The biggest talk at Q2B this year was yesterday’s announcement, by a Harvard/MIT/QuEra team led by Misha Lukin and Vlad Vuletic, to have demonstrated “useful” quantum error-correction, for some definition of “useful,” in neutral atoms (see here for the Nature paper). To drill down a bit into what they did:

• They ran experiments with up to 280 physical qubits, which simulated up to 48 logical qubits.
• They demonstrated surface codes of varying sizes as well as color codes.
• They performed over 200 two-qubit transversal gates on their encoded logical qubits.
• They did a couple demonstrations, including the creation and verification of an encoded GHZ state and (more impressively) an encoded IQP circuit, whose outputs were validated using the Linear Cross-Entropy Benchmark (LXEB).
• Crucially, they showed that in their system, the use of logically encoded qubits produced a modest “net gain” in success probability compared to not using encoding, consistent with theoretical expectations (though see below for the caveats). With a 48-qubit encoded IQP circuit with a few hundred gates, for example, they achieved an LXEB score of 1.1, compared to a record of ~1.01 for unencoded physical qubits.
• At least with their GHZ demonstration and with a particular decoding strategy (about which more later), they showed that their success probability improves with increasing code size.

Here are what I currently understand to be the limitations of the work:

• They didn’t directly demonstrate applying a universal set of 2- or 3-qubit gates to their logical qubits. This is because they were limited to transversal gates, and the Eastin-Knill Theorem shows that transversal gates can’t be universal. On the other hand, they were able to simulate up to 48 CCZ gates, which do yield universality, by using magic initial states.
• They didn’t demonstrate the “full error-correction cycle” on encoded qubits, where you’d first correct errors and then proceed to apply more logical gates to the corrected qubits. For now it’s basically just: prepare encoded qubits, then apply transversal gates, then measure, and use the encoding to deal with any errors.
• With their GHZ demonstration, they needed to use what they call “correlated decoding,” where the code blocks are decoded in conjunction with each other rather than separately, in order to get good results.
• With their IQP demonstration, they needed to postselect on the event that no errors occurred (!!), which happened about 0.1% of the time with their largest circuits. This just further underscores that they haven’t yet demonstrated a full error-correction cycle.
• They don’t claim to have demonstrated quantum supremacy with their logical qubits—i.e., nothing that’s too hard to simulate using a classical computer. (On the other hand, if they can really do 48-qubit encoded IQP circuits with hundreds of gates, then a convincing demonstration of encoded quantum supremacy seems like it should follow in short order.)

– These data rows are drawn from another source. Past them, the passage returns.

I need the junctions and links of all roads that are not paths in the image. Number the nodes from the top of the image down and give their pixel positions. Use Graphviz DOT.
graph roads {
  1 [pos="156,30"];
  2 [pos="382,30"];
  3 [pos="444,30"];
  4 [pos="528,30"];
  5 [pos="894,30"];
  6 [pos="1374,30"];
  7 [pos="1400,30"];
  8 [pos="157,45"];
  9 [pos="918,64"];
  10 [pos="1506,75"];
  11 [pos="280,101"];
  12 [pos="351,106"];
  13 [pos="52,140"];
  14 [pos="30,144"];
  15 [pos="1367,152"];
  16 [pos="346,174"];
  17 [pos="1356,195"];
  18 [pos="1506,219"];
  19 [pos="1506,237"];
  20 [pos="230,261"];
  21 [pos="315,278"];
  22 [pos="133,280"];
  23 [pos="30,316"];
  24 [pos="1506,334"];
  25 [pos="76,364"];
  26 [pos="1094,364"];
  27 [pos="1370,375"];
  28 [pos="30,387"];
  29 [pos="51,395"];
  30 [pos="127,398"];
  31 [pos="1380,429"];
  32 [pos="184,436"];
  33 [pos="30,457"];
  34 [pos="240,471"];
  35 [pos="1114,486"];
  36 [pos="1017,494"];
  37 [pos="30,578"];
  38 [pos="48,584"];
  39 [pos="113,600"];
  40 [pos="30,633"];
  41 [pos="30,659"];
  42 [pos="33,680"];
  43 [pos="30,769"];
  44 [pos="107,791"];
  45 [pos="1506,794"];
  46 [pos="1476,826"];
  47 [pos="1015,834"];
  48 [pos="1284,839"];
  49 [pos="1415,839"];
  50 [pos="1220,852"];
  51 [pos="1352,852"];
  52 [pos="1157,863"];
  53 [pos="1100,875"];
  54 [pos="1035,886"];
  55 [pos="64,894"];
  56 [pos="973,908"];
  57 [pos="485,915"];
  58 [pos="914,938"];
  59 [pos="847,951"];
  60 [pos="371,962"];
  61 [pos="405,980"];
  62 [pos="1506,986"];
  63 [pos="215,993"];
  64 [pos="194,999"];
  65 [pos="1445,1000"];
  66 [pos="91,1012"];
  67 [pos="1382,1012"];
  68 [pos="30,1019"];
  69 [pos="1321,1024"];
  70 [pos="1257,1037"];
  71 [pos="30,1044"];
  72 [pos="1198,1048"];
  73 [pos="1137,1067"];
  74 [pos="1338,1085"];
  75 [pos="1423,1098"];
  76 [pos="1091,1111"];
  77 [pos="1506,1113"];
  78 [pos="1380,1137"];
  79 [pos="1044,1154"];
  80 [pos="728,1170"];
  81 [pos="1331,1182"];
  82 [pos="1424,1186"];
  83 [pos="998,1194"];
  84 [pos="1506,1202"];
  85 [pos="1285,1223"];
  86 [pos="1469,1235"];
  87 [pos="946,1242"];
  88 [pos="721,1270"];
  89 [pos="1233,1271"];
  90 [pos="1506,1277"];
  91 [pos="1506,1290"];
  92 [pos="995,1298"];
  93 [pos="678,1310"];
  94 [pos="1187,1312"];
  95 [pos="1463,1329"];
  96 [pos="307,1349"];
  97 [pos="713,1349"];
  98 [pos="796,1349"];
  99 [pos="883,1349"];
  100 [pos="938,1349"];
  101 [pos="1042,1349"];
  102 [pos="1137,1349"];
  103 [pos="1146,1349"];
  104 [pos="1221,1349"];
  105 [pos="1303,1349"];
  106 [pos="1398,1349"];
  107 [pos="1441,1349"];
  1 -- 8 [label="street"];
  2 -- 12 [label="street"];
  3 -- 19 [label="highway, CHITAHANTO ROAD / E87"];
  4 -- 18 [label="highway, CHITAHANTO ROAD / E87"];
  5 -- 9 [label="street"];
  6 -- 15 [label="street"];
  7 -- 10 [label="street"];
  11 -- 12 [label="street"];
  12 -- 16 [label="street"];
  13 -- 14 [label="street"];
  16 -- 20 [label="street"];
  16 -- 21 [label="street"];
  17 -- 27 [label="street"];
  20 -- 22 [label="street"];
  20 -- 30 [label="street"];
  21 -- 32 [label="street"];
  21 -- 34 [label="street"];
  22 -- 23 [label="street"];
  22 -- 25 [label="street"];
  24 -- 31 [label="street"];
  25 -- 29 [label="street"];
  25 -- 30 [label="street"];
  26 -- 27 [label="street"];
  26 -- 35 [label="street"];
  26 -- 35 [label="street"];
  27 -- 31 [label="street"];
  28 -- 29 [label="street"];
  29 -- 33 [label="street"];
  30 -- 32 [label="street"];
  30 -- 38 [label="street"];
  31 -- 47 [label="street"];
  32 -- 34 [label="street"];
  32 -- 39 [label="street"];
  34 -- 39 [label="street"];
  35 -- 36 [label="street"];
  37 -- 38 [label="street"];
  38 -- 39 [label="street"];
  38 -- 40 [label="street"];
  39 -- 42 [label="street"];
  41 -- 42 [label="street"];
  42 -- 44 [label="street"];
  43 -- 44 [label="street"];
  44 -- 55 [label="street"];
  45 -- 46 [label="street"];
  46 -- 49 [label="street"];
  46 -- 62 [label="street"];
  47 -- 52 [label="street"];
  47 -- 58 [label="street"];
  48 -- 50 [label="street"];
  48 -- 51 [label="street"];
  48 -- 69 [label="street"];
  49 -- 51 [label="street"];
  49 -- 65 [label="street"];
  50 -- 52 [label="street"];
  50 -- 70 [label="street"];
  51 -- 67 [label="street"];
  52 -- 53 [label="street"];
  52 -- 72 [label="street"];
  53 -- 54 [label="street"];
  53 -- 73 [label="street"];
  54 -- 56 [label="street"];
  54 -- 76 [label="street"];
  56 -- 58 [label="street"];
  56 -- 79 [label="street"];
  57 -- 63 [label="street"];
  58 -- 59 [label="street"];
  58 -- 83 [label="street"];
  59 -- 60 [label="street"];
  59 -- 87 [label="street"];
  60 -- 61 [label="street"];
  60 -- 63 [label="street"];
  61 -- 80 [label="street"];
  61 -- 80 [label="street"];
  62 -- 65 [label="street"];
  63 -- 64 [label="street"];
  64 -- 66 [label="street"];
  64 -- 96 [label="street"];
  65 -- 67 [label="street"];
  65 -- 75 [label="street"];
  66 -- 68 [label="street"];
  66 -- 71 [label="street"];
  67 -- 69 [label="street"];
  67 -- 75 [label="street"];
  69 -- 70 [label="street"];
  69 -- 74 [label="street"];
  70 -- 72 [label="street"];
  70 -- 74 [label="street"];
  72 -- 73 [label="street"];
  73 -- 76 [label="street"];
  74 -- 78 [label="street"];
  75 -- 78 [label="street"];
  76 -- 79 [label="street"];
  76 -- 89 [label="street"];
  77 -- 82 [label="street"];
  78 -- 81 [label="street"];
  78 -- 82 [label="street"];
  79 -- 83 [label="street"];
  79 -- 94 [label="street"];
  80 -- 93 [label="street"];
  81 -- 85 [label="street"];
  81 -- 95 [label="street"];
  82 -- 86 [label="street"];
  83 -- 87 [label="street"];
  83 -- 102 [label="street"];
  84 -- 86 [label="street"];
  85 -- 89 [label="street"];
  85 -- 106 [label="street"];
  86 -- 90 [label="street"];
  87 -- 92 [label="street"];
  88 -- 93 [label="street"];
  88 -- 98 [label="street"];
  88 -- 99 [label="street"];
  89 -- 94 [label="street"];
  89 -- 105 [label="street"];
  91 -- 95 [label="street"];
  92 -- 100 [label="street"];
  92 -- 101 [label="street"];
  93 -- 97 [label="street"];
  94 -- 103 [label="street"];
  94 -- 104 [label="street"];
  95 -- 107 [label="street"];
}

As always, experts are strongly urged to correct anything I got wrong.

I should mention that this isn’t the first experiment to claim a net gain from the use of a quantum error-correcting code: that honor (unless I’m mistaken) goes to Google from February of this year. But the Google experiment just encoded the qubits and measured them, rather than applying hundreds of logical gates to the encoded qubits.

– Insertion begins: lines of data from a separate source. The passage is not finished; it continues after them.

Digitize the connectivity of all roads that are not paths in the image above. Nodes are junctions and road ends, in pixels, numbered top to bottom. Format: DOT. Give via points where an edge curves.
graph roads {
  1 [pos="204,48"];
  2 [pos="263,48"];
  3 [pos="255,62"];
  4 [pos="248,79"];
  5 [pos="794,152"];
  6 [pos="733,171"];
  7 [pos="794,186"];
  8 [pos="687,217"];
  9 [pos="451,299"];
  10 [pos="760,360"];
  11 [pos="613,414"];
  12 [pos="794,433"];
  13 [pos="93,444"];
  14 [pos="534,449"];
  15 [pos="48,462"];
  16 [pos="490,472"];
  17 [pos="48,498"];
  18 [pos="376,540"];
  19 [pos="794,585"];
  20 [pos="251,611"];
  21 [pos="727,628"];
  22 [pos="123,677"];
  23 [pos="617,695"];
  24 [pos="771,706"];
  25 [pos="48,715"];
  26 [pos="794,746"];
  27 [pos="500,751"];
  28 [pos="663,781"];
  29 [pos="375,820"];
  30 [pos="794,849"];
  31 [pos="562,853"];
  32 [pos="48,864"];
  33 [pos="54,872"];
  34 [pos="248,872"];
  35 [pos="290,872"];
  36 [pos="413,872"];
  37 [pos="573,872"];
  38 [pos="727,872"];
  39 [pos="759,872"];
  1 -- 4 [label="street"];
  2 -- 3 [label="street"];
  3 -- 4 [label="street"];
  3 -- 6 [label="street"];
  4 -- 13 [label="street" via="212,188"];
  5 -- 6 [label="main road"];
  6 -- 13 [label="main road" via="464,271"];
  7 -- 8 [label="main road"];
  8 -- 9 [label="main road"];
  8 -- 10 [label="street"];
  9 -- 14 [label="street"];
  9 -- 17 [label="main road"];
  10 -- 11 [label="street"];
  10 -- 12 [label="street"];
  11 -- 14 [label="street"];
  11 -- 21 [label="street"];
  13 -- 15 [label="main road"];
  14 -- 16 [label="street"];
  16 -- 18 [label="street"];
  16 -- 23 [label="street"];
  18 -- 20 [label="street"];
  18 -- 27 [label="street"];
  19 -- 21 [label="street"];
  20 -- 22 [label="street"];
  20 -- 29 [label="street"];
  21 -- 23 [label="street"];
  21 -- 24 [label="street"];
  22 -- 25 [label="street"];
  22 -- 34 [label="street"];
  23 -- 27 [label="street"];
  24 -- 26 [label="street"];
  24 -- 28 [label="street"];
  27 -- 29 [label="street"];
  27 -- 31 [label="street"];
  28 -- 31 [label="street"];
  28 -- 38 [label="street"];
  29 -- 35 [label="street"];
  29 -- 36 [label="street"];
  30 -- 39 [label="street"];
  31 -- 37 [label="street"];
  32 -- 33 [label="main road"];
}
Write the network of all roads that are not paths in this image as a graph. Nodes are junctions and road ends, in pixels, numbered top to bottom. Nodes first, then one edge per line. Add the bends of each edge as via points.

Assuming the result stands, I think it’s plausibly the top experimental quantum computing advance of 2023 (coming in just under the deadline!). We clearly still have a long way to go until “actually useful” fault-tolerant QC, which might require thousands of logical qubits and millions of logical gates. But this is already beyond what I expected to be done this year, and (to use the AI doomers’ lingo) it “moves my timelines forward” for quantum fault-tolerance. It should now be possible, among other milestones, to perform the first demonstrations of Shor’s factoring algorithm with logically encoded qubits (though still to factor tiny numbers, of course). I’m slightly curious to see how Gil Kalai and the other quantum computing skeptics wiggle their way out now, though I’m absolutely certain they’ll find a way! Anyway, huge congratulations to the Harvard/MIT/QuEra team for their achievement.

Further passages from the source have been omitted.